4.2. Avoidability of Maternal Deaths
Maternal death can occur at any time during pregnancy or after childbirth. Childbirth is by far the most dangerous period; however, this maternal death is often unpredictable and need easy access to emergency obstetric care in the event of pregnancy complications.
Under this subject, many shortcomings are noted in under developed countries. Qualified medical personnel are in short supply in our societies, not to mention the lack of continuous training to improve on skills. Furthermore, maternity hospitals that do not have a blood bank might find it difficult to treat severe anaemia within a short period of time.

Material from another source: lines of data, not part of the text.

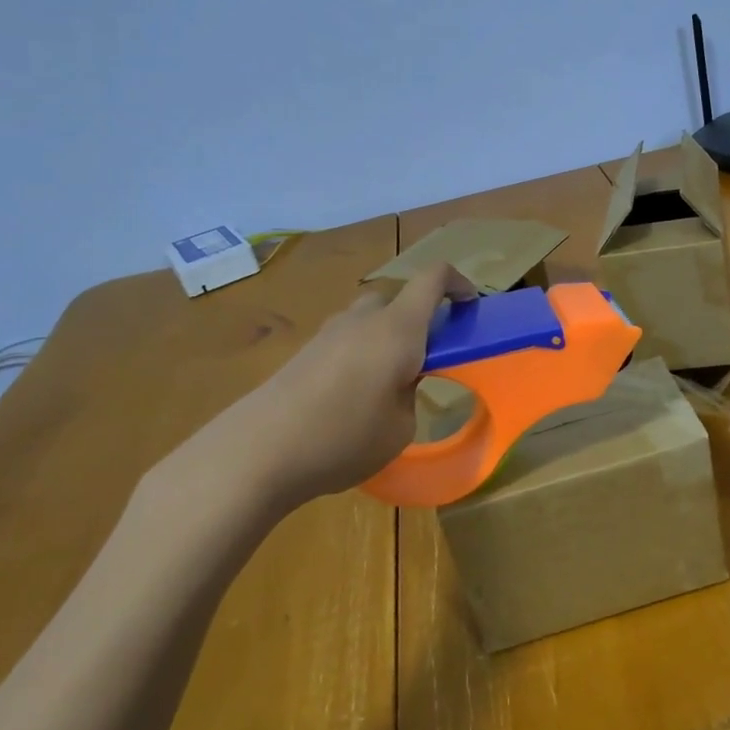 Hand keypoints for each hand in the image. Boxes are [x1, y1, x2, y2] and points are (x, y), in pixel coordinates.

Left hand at [249, 261, 477, 503]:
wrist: (258, 451)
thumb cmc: (344, 437)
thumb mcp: (401, 427)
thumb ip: (410, 394)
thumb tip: (399, 382)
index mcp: (398, 329)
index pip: (433, 278)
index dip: (457, 282)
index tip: (471, 305)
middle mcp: (363, 319)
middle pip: (398, 299)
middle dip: (419, 319)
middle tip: (428, 357)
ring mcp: (328, 333)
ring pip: (368, 319)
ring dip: (386, 338)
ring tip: (388, 383)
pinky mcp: (303, 353)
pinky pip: (345, 340)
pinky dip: (360, 354)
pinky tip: (352, 397)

We should also take into consideration the inadequate maternal resuscitation units in suburbs. Facts have shown that the need for hospitalization of these patients in an intensive care unit was 93% and transfusion of labile blood products were 52% of the cases.
The availability of labile blood products can be a result of several reasons like the construction of blood transfusion centres in each referral structure, to facilitate and enhance blood donation.
4.3. Implications for Practice and Research
The causes of death in the nursery schools, in the suburbs of Dakar are mainly represented by preeclampsia and haemorrhages.
Construction of a blood bank and resuscitation units in referral structures could considerably reduce maternal deaths.
To minimize this situation, there is definitely a need to establish resuscitation units in these areas and a labile blood product near the reference structures.